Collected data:
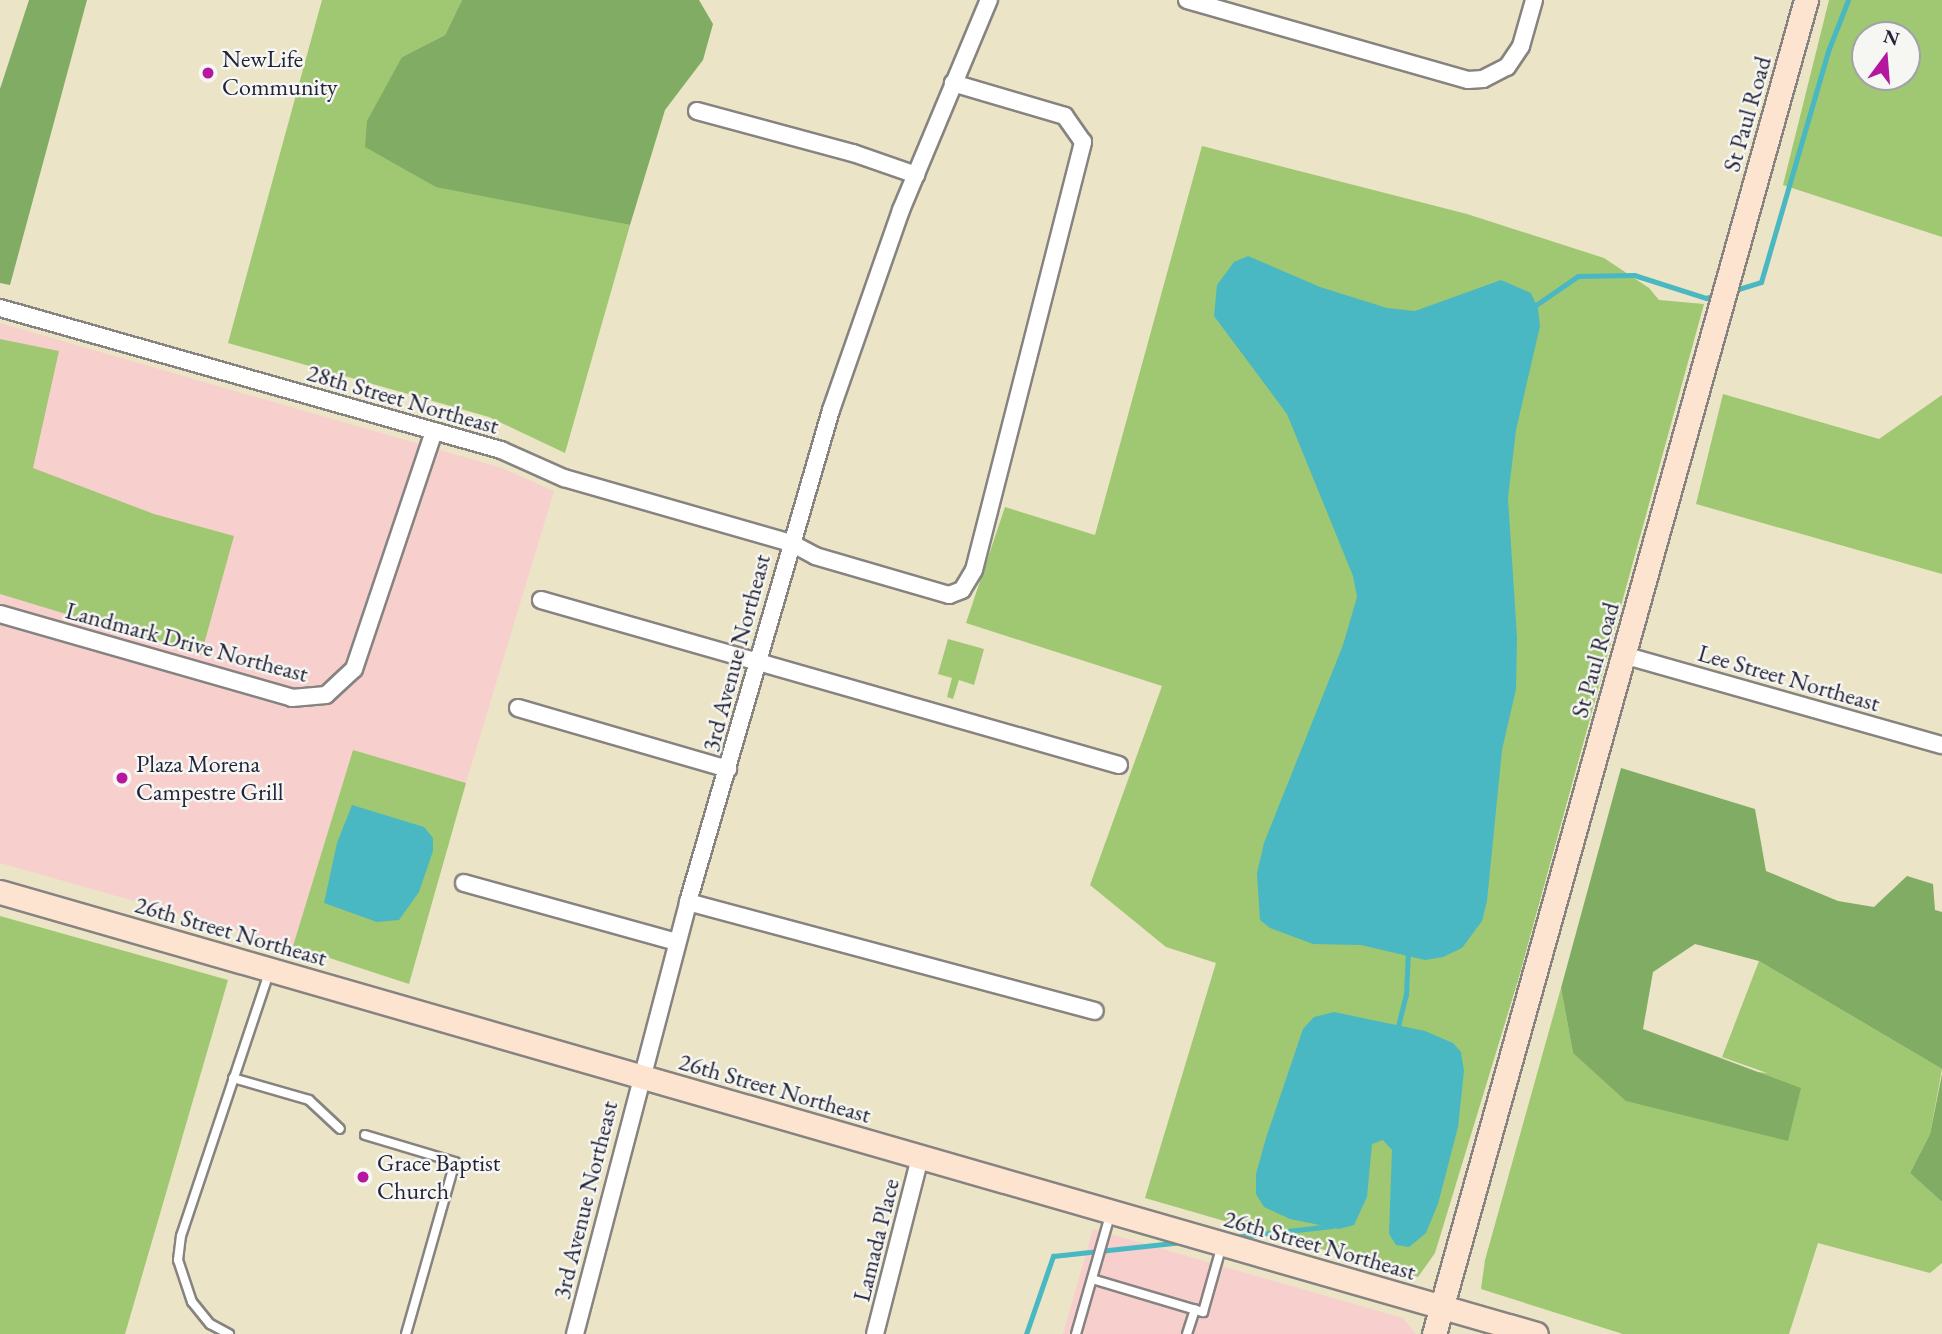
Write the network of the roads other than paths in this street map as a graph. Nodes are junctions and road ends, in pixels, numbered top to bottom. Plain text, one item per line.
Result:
1 (989, 0) edge
2 (1187, 0) edge
3 (1534, 0) edge
4 (1806, 0) edge
5 (953, 83) junction
6 (697, 111) dead end
7 (916, 175) junction
8 (0, 308) edge
9 (434, 432) junction
10 (791, 542) junction
11 (541, 600) dead end
12 (0, 614) edge
13 (1623, 655) junction
14 (757, 662) junction
15 (518, 708) dead end
16 (1942, 745) edge
17 (1119, 765) dead end
18 (728, 769) junction
19 (464, 883) dead end
20 (0, 892) edge
21 (688, 902) junction
22 (677, 942) junction
23 (270, 970) junction
24 (1095, 1011) dead end
25 (640, 1077) junction
26 (233, 1078) junction
27 (340, 1129) dead end
28 (365, 1135) dead end
29 (920, 1157) junction
30 (1111, 1212) junction
31 (1222, 1244) junction
32 (1092, 1279) junction
33 (1441, 1307) junction
34 (1195, 1309) junction
35 (229, 1334) edge
36 (406, 1334) edge
37 (575, 1334) edge
38 (875, 1334) edge
39 (1076, 1334) edge
40 (1187, 1334) edge
41 (1434, 1334) edge
42 (1536, 1334) edge

1 - 5 street, 3rd Avenue Northeast
2 - 3 street
4 - 13 main road, St Paul Road
5 - 7 street, 3rd Avenue Northeast
5 - 10 street, 28th Street Northeast
6 - 7 street
7 - 10 street, 3rd Avenue Northeast
8 - 9 street, 28th Street Northeast
9 - 10 street, 28th Street Northeast
9 - 12 street, Landmark Drive Northeast
10 - 14 street, 3rd Avenue Northeast
11 - 14 street
13 - 16 street, Lee Street Northeast
13 - 33 main road, St Paul Road
14 - 17 street
14 - 18 street, 3rd Avenue Northeast
15 - 18 street
18 - 21 street, 3rd Avenue Northeast
19 - 22 street
20 - 23 main road, 26th Street Northeast
21 - 22 street, 3rd Avenue Northeast
21 - 24 street
22 - 25 street, 3rd Avenue Northeast
23 - 25 main road, 26th Street Northeast
23 - 26 lane
25 - 29 main road, 26th Street Northeast
25 - 37 street, 3rd Avenue Northeast
26 - 27 lane
26 - 35 lane
28 - 36 lane
29 - 30 main road, 26th Street Northeast
29 - 38 street, Lamada Place
30 - 31 main road, 26th Street Northeast
30 - 32 lane
31 - 33 main road, 26th Street Northeast
31 - 34 lane
32 - 34 lane
32 - 39 lane
33 - 41 main road, St Paul Road
33 - 42 main road, 26th Street Northeast
34 - 40 lane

**TRY IT**
What is needed is an exact repetition of every entry, without the pictures.

**ANSWER FOR THE TASK**
Write the network of the roads other than paths in this street map as a graph. Nodes are junctions and road ends, in pixels, numbered top to bottom. Plain text, one item per line.
Result:
1 (989, 0) edge
2 (1187, 0) edge
3 (1534, 0) edge
4 (1806, 0) edge
5 (953, 83) junction
6 (697, 111) dead end
7 (916, 175) junction
8 (0, 308) edge
9 (434, 432) junction
10 (791, 542) junction
11 (541, 600) dead end
12 (0, 614) edge
13 (1623, 655) junction
14 (757, 662) junction
15 (518, 708) dead end
16 (1942, 745) edge
17 (1119, 765) dead end
18 (728, 769) junction
19 (464, 883) dead end
20 (0, 892) edge
21 (688, 902) junction
22 (677, 942) junction
23 (270, 970) junction
24 (1095, 1011) dead end
25 (640, 1077) junction
26 (233, 1078) junction
27 (340, 1129) dead end
28 (365, 1135) dead end
29 (920, 1157) junction
30 (1111, 1212) junction
31 (1222, 1244) junction
32 (1092, 1279) junction
33 (1441, 1307) junction
34 (1195, 1309) junction
35 (229, 1334) edge
36 (406, 1334) edge
37 (575, 1334) edge
38 (875, 1334) edge
39 (1076, 1334) edge
40 (1187, 1334) edge
41 (1434, 1334) edge
42 (1536, 1334) edge

1 - 5 street, 3rd Avenue Northeast
2 - 3 street
4 - 13 main road, St Paul Road
5 - 7 street, 3rd Avenue Northeast
5 - 10 street, 28th Street Northeast
6 - 7 street
7 - 10 street, 3rd Avenue Northeast
8 - 9 street, 28th Street Northeast
9 - 10 street, 28th Street Northeast
9 - 12 street, Landmark Drive Northeast
10 - 14 street, 3rd Avenue Northeast
11 - 14 street
13 - 16 street, Lee Street Northeast
13 - 33 main road, St Paul Road
14 - 17 street
14 - 18 street, 3rd Avenue Northeast
15 - 18 street
18 - 21 street, 3rd Avenue Northeast
19 - 22 street
20 - 23 main road, 26th Street Northeast
21 - 22 street, 3rd Avenue Northeast
21 - 24 street
22 - 25 street, 3rd Avenue Northeast
23 - 25 main road, 26th Street Northeast
23 - 26 lane
25 - 29 main road, 26th Street Northeast
25 - 37 street, 3rd Avenue Northeast
26 - 27 lane
26 - 35 lane
28 - 36 lane
29 - 30 main road, 26th Street Northeast
29 - 38 street, Lamada Place
30 - 31 main road, 26th Street Northeast
30 - 32 lane
31 - 33 main road, 26th Street Northeast
31 - 34 lane
32 - 34 lane
32 - 39 lane
33 - 41 main road, St Paul Road
33 - 42 main road, 26th Street Northeast
34 - 40 lane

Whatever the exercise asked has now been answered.